• **SOURCE MATERIAL**:
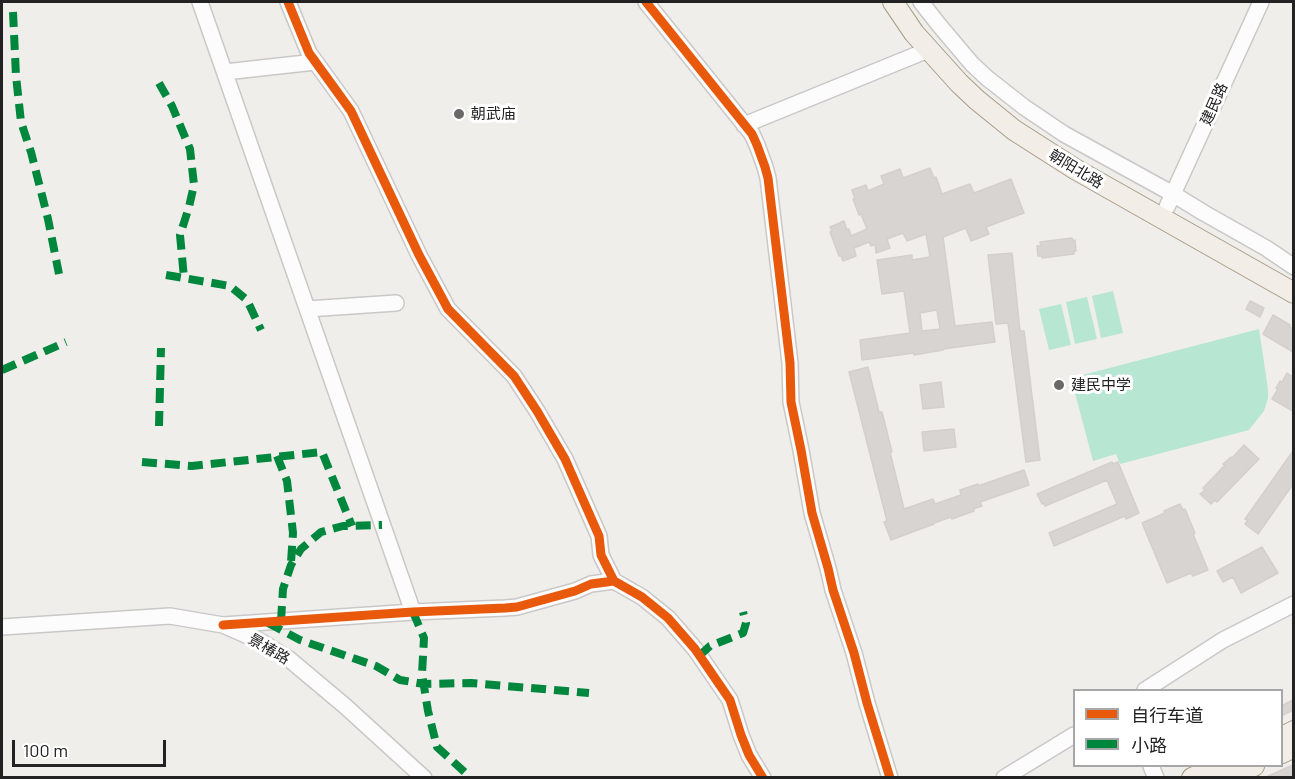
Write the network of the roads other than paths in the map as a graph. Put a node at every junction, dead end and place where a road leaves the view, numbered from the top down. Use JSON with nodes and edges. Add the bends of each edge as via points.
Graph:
{"nodes":[{"id":1,"x":200,"y":2,"type":"edge"},
{"id":2,"x":288,"y":2,"type":"edge"},
{"id":3,"x":646,"y":2,"type":"edge"},
{"id":4,"x":893,"y":2,"type":"edge"},
{"id":5,"x":908,"y":2,"type":"edge"},
{"id":6,"x":921,"y":2,"type":"edge"},
{"id":7,"x":1261,"y":2,"type":"edge"},
{"id":8,"x":928,"y":50,"type":"junction"},
{"id":9,"x":315,"y":62,"type":"junction"},
{"id":10,"x":225,"y":72,"type":"junction"},
{"id":11,"x":744,"y":125,"type":"junction"},
{"id":12,"x":1170,"y":201,"type":"junction"},
{"id":13,"x":1293,"y":267,"type":"edge"},
{"id":14,"x":1293,"y":279,"type":"edge"},
{"id":15,"x":1293,"y":293,"type":"edge"},
{"id":16,"x":396,"y":303,"type":"dead end"},
{"id":17,"x":307,"y":309,"type":"junction"},
{"id":18,"x":614,"y":581,"type":"junction"},
{"id":19,"x":1293,"y":604,"type":"edge"},
{"id":20,"x":413,"y":612,"type":"junction"},
{"id":21,"x":223,"y":624,"type":"junction"},
{"id":22,"x":2,"y":627,"type":"edge"},
{"id":23,"x":1147,"y":689,"type":"edge"},
{"id":24,"x":1073,"y":736,"type":"edge"},
{"id":25,"x":1214,"y":767,"type":"edge"},
{"id":26,"x":1250,"y":767,"type":"edge"},
{"id":27,"x":409,"y":772,"type":"edge"},
{"id":28,"x":424,"y":777,"type":"edge"},
{"id":29,"x":763,"y":777,"type":"edge"},
{"id":30,"x":890,"y":777,"type":"edge"},
{"id":31,"x":1004,"y":777,"type":"edge"},
{"id":32,"x":1192,"y":777,"type":"edge"},
{"id":33,"x":1228,"y":777,"type":"edge"}],
"edges":[{"from":1,"to":10,"type":"street"},
{"from":2,"to":9,"type":"street"},
{"from":3,"to":11,"type":"street"},
{"from":4,"to":8,"type":"main road","name":"朝阳北路"},
{"from":5,"to":12,"type":"main road","name":"朝阳北路","via":[[940,45],[1004,107],[1081,158]]},
{"from":6,"to":12,"type":"street","via":[[987,78],[1064,134]]},
{"from":7,"to":12,"type":"street","name":"建民路"},
{"from":8,"to":11,"type":"street"},
{"from":8,"to":15,"type":"main road","name":"朝阳北路","via":[[996,117],[1033,143]]},
{"from":9,"to":10,"type":"street"},
{"from":9,"to":18,"type":"street","via":[[351,111],[448,309],[514,376],[537,411],[569,469]]},
{"from":10,"to":17,"type":"street"},
{"from":11,"to":30,"type":"street","via":[[757,145],[768,178],[791,402],[812,513]]},
{"from":12,"to":13,"type":"street","via":[[1204,213]]},
{"from":12,"to":14,"type":"main road","name":"朝阳北路"},
{"from":16,"to":17,"type":"street"},
{"from":17,"to":20,"type":"street"},
{"from":18,"to":20,"type":"street","via":[[591,584],[517,607]]},
{"from":18,"to":29,"type":"street","via":[[668,618],[695,649],[730,700],[749,755]]},
{"from":19,"to":23,"type":"street","via":[[1223,640]]},
{"from":20,"to":21,"type":"street"},
{"from":21,"to":22,"type":"street","name":"景椿路","via":[[170,616]]},
{"from":21,"to":27,"type":"street","name":"景椿路","via":[[289,659],[345,706]]},
{"from":24,"to":31,"type":"street"},
{"from":25,"to":32,"type":"main road"},
{"from":26,"to":33,"type":"main road"},
{"from":27,"to":28,"type":"street","name":"景椿路"}]}
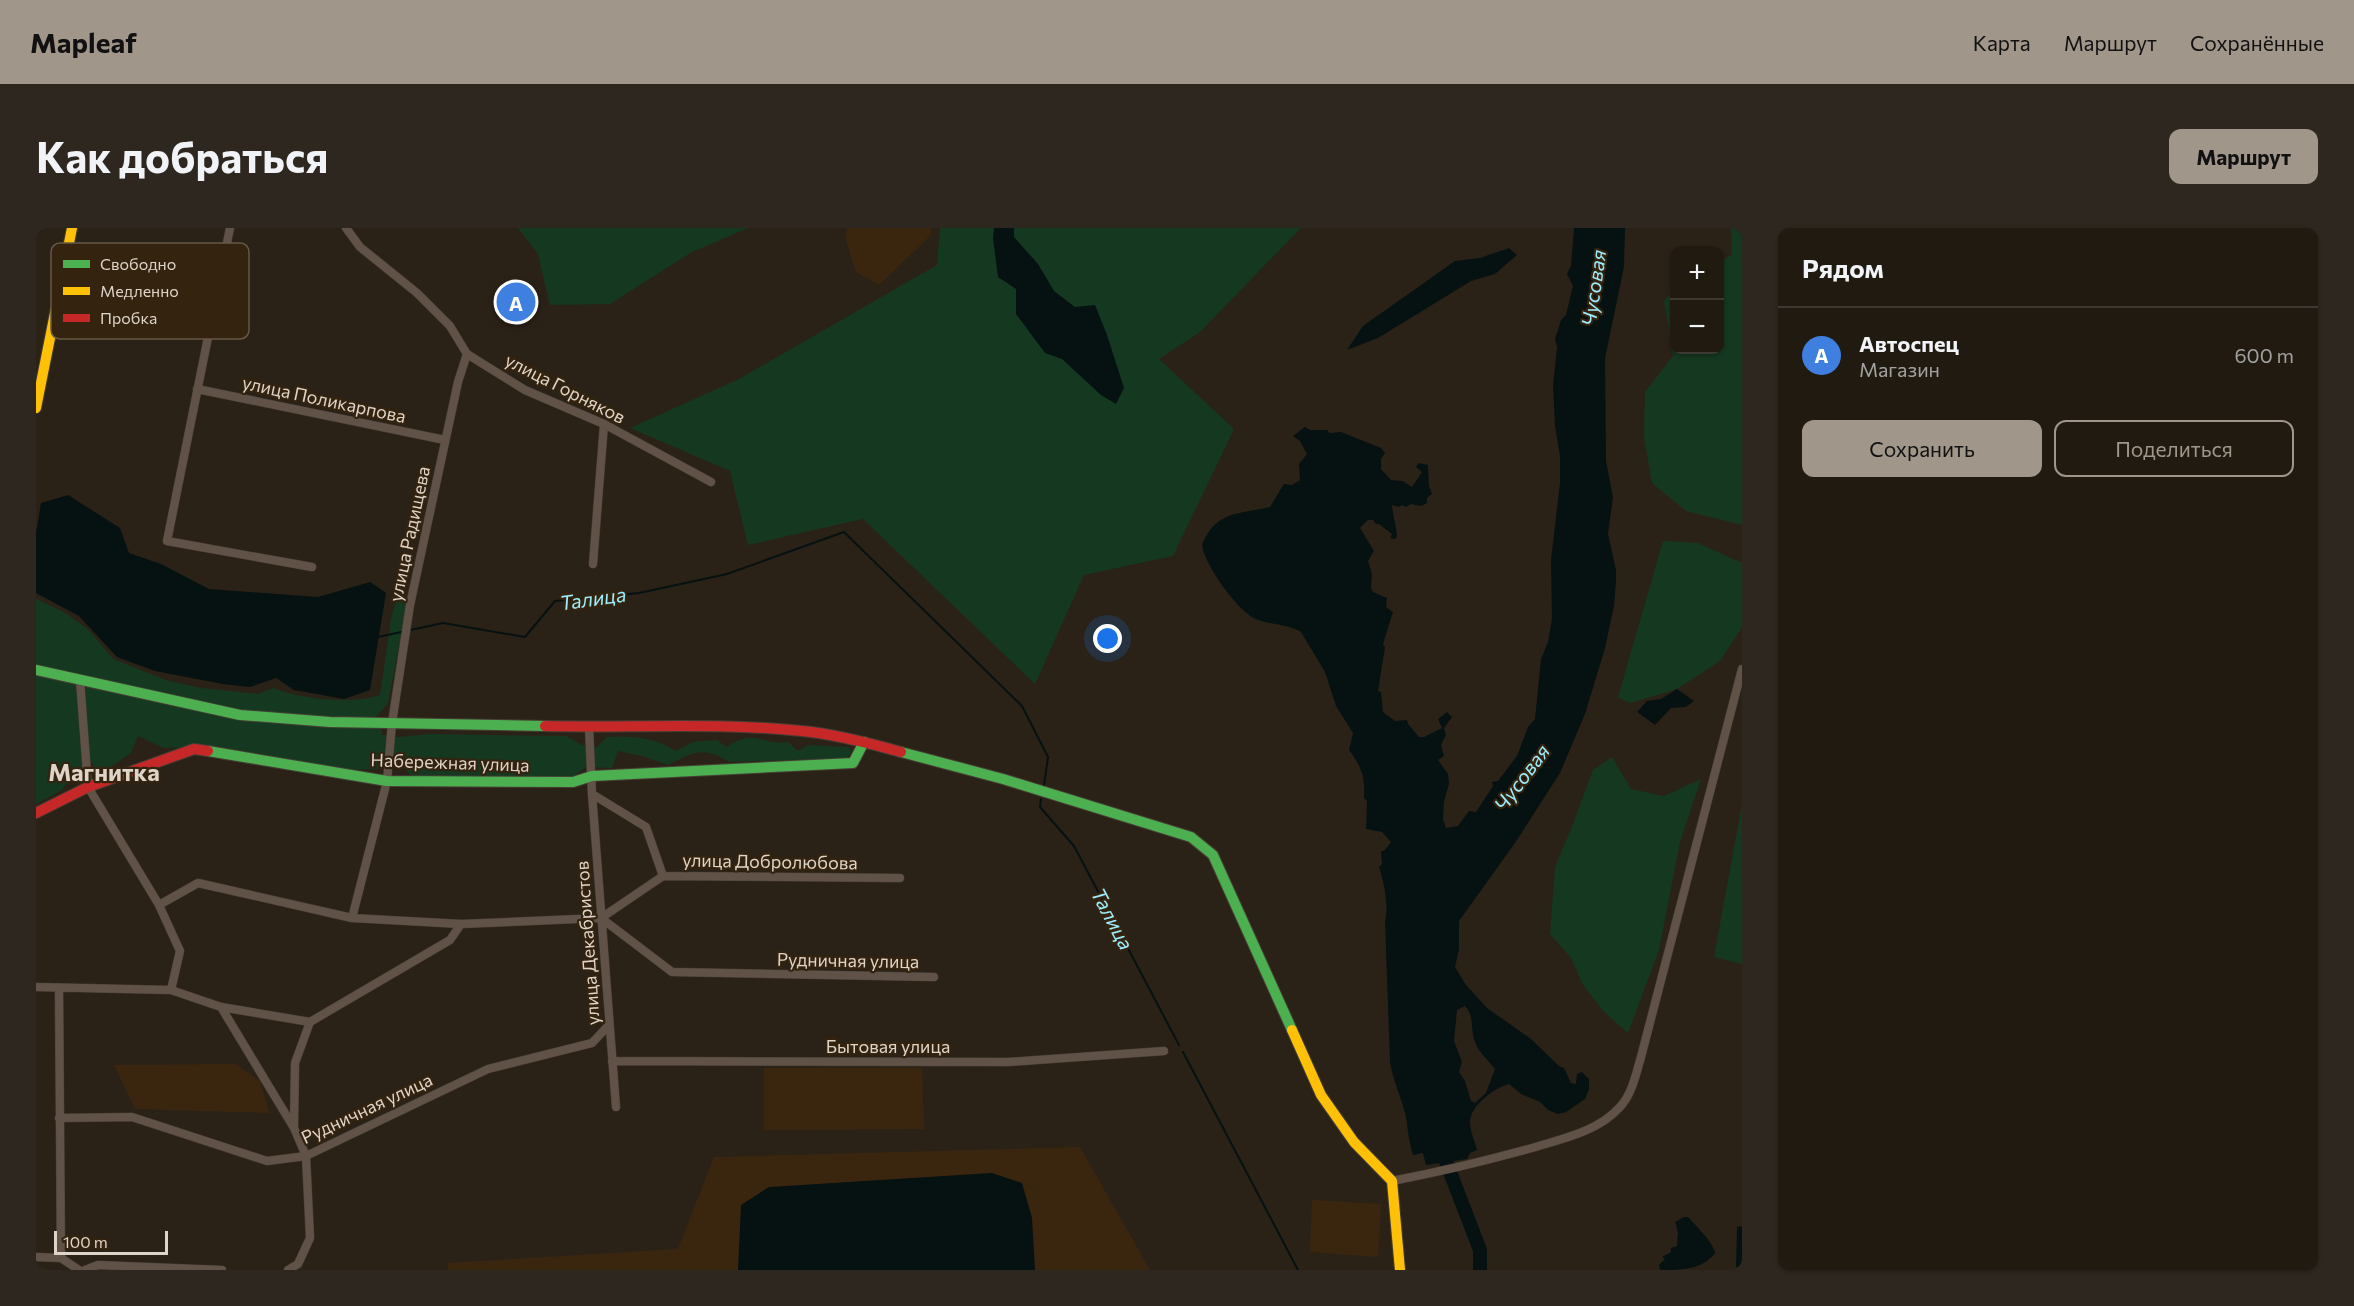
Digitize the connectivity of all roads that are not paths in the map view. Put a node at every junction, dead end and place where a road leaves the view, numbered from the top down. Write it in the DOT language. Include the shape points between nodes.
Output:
graph roads {
  1 [pos="72,228"];
  2 [pos="230,228"];
  3 [pos="346,228"];
  4 [pos="69,243"];
  5 [pos="227,243"];
  6 [pos="51,333"];
  7 [pos="207,339"];
  8 [pos="467,354"];
  9 [pos="196,389"];
  10 [pos="36,408"];
  11 [pos="604,424"];
  12 [pos="445,440"];
  13 [pos="711,482"];
  14 [pos="593,564"];
  15 [pos="312,567"];
  16 [pos="1742,669"];
  17 [pos="36,670"];
  18 [pos="80,680"];
  19 [pos="392,723"];
  20 [pos="589,727"];
  21 [pos="864,742"];
  22 [pos="592,776"];
  23 [pos="387,781"];
  24 [pos="88,787"];
  25 [pos="592,795"];
  26 [pos="36,813"];
  27 [pos="663,876"];
  28 [pos="900,878"];
  29 [pos="159,905"];
  30 [pos="352,918"];
  31 [pos="601,918"];
  32 [pos="461,924"];
  33 [pos="934,977"];
  34 [pos="36,987"];
  35 [pos="59,988"];
  36 [pos="171,990"];
  37 [pos="221,1007"];
  38 [pos="310,1022"];
  39 [pos="609,1026"];
  40 [pos="1164,1051"];
  41 [pos="612,1062"];
  42 [pos="615,1107"];
  43 [pos="59,1118"];
  44 [pos="294,1128"];
  45 [pos="306,1156"];
  46 [pos="1392,1182"];
  47 [pos="36,1257"];
  48 [pos="61,1258"];
  49 [pos="79,1270"];
  50 [pos="86,1270"];
  51 [pos="222,1270"];
  52 [pos="288,1270"];
  53 [pos="1400,1270"];
  1 -- 4 [label="street"];
  2 -- 5 [label="street"];
  3 -- 8 [label="street, улица Горняков" via="360,248 417,293 450,326"];
  6 -- 10 [label="street"];
  7 -- 9 [label="street"];
  8 -- 11 [label="street, улица Горняков" via="525,390"];
  8 -- 12 [label="street, улица Радищева"];
  9 -- 12 [label="street, улица Поликарпова"];
  9 -- 15 [label="street" via="167,541"];
  11 -- 13 [label="street, улица Горняков"];
  11 -- 14 [label="street"];
  12 -- 19 [label="street, улица Радищева" via="410,605"];
  16 -- 46 [label="street" via="1627,1098 1598,1125 1571,1136 1483,1162"];
  17 -- 18 [label="street"];
  18 -- 19 [label="street" via="240,715"];
  18 -- 24 [label="street"];
  19 -- 20 [label="street"];
  19 -- 23 [label="street, улица Радищева"];
  20 -- 21 [label="street" via="725,726 804,731"];
  20 -- 22 [label="street, улица Декабристов"];
  21 -- 22 [label="street, Набережная улица" via="853,763"];
  21 -- 46 [label="street" via="1003,779 1191,837 1213,855 1321,1095 1354,1142"];
  22 -- 23 [label="street, Набережная улица" via="573,782"];
  22 -- 25 [label="street, улица Декабристов"];
  23 -- 24 [label="street, Набережная улица" via="194,749"];
  23 -- 30 [label="street, улица Радищева"];
  24 -- 26 [label="street, Набережная улица"];
  24 -- 29 [label="street"];
  25 -- 27 [label="street" via="646,827"];
  25 -- 31 [label="street, улица Декабристов"];
  27 -- 28 [label="street, улица Добролюбова"];
  27 -- 31 [label="street, улица Добролюбова"];
  29 -- 30 [label="street" via="198,883"];
  29 -- 36 [label="street" via="180,951"];
  30 -- 32 [label="street"];
  31 -- 32 [label="street"];
  31 -- 33 [label="street, Рудничная улица" via="672,972"];
  31 -- 39 [label="street, улица Декабристов"];
  32 -- 38 [label="street" via="450,940"];
  34 -- 35 [label="street"];
  35 -- 36 [label="street"];
  35 -- 43 [label="street"];
  36 -- 37 [label="street"];
  37 -- 38 [label="street"];
  37 -- 44 [label="street"];
  38 -- 44 [label="street" via="295,1063"];
  39 -- 41 [label="street, улица Декабристов"];
  39 -- 45 [label="street, Рудничная улица" via="592,1043 488,1069"];
  40 -- 41 [label="street, Бытовая улица" via="1008,1062"];
  41 -- 42 [label="street, улица Декабристов"];
  43 -- 45 [label="street, Рудничная улица" via="132,1118 267,1161"];
  43 -- 48 [label="street"];
  44 -- 45 [label="street"];
  45 -- 52 [label="street" via="310,1238 298,1264"];
  46 -- 53 [label="street"];
  47 -- 48 [label="street"];
  48 -- 49 [label="street"];
  50 -- 51 [label="street" via="98,1265"];
}
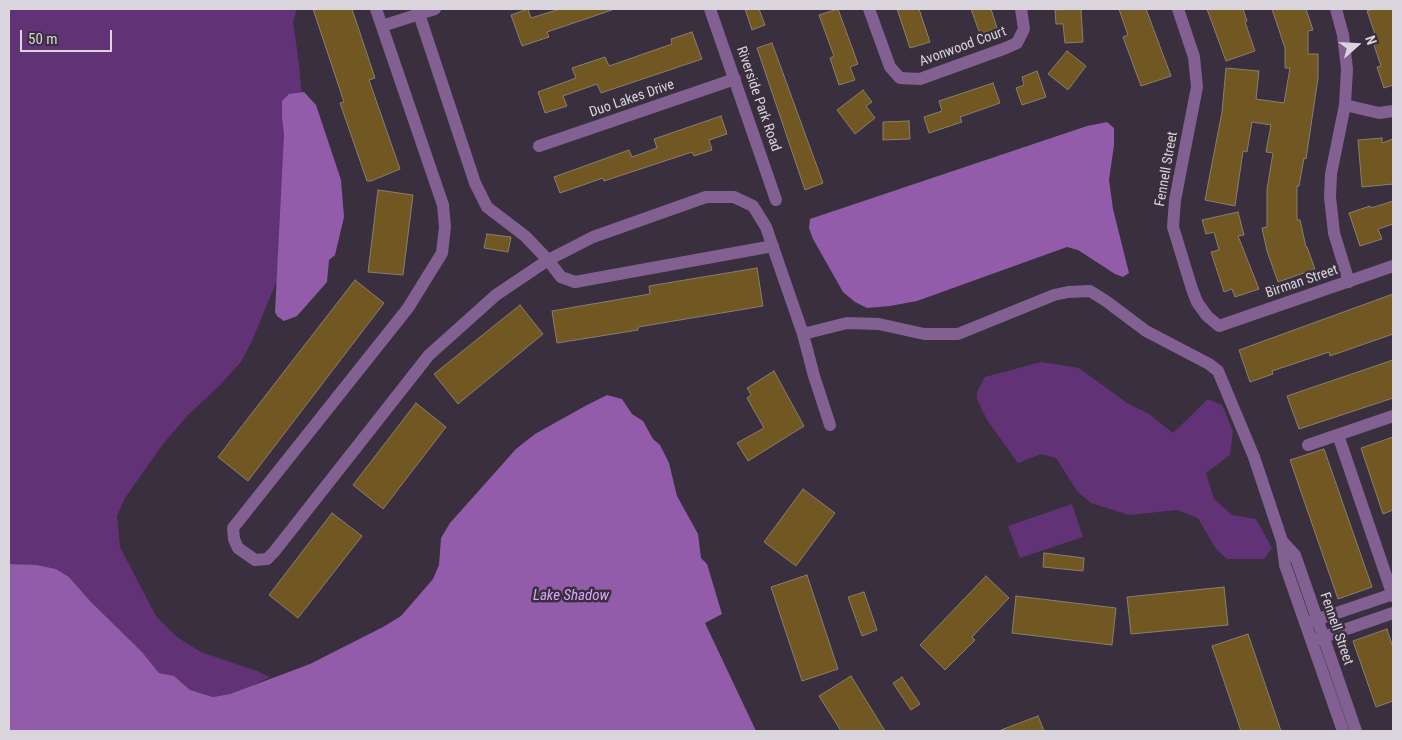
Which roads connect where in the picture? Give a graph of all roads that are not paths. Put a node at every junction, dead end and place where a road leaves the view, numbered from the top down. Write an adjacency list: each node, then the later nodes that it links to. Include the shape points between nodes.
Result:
1 (376, 9): 9 (street)
2 (435, 9): 8 (street)
3 (710, 9): 10 (street, Riverside Park Road)
4 (869, 9): 5 (street, Avonwood Court, via 890,67 900,78 920,79 1017,42 1024,29)
5 (1022, 9)
6 (1178, 9): 19 (street, Fennell Street, via 1194,57 1197,87 1175,200 1173,227 1197,302)
7 (1336, 9): 11 (street, via 1344,35)
8 (419, 14): 9 (street); 16 (street, via 475,183 487,207 525,236)
9 (382, 26): 16 (street, via 443,205 442,253 408,308 233,528 238,548 256,560 266,559 429,355 496,295)
10 (735, 79): 13 (street, Duo Lakes Drive); 14 (street, Riverside Park Road)
11 (1345, 105): 12 (street, via 1379,113); 18 (street, via 1331,174 1330,197 1334,234)
12 (1393, 111)
13 (539, 146)
14 (776, 200)
15 (773, 246): 16 (street, via 575,282 561,277); 16 (street, via 753,206 734,197 706,198 593,237); 20 (street)
16 (548, 260)
17 (1393, 266): 18 (street, Birman Street)
18 (1349, 282): 19 (street, Birman Street)
19 (1219, 326)
20 (804, 334): 22 (street); 28 (street, Fennell Street, via 847,323 879,324 924,334 958,334 1054,295 1090,291 1146,331 1218,371 1254,458 1282,541 1285,565)
21 (1393, 416): 23 (street)
22 (830, 426)
23 (1338, 435): 24 (street); 25 (street)
24 (1308, 445)
25 (1393, 595): 26 (street)
26 (1360, 605): 28 (street); 29 (street)
27 (1393, 613): 29 (street)
28 (1311, 622): 30 (street, Fennell Street)
29 (1366, 623): 30 (street)
30 (1317, 640): 31 (street, Fennell Street); 32 (street, Fennell Street)
31 (1343, 731)
32 (1356, 731)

• **TASK DESCRIPTION**: Among the records above, find each line containing the string "view" and copy it.

• **RESPONSE FOR THIS EXERCISE**:
Write the network of the roads other than paths in the map as a graph. Put a node at every junction, dead end and place where a road leaves the view, numbered from the top down. Use JSON with nodes and edges. Add the bends of each edge as via points.
Digitize the connectivity of all roads that are not paths in the map view. Put a node at every junction, dead end and place where a road leaves the view, numbered from the top down. Write it in the DOT language. Include the shape points between nodes.
Which roads connect where in the picture? Give a graph of all roads that are not paths. Put a node at every junction, dead end and place where a road leaves the view, numbered from the top down. Write an adjacency list: each node, then the later nodes that it links to. Include the shape points between nodes.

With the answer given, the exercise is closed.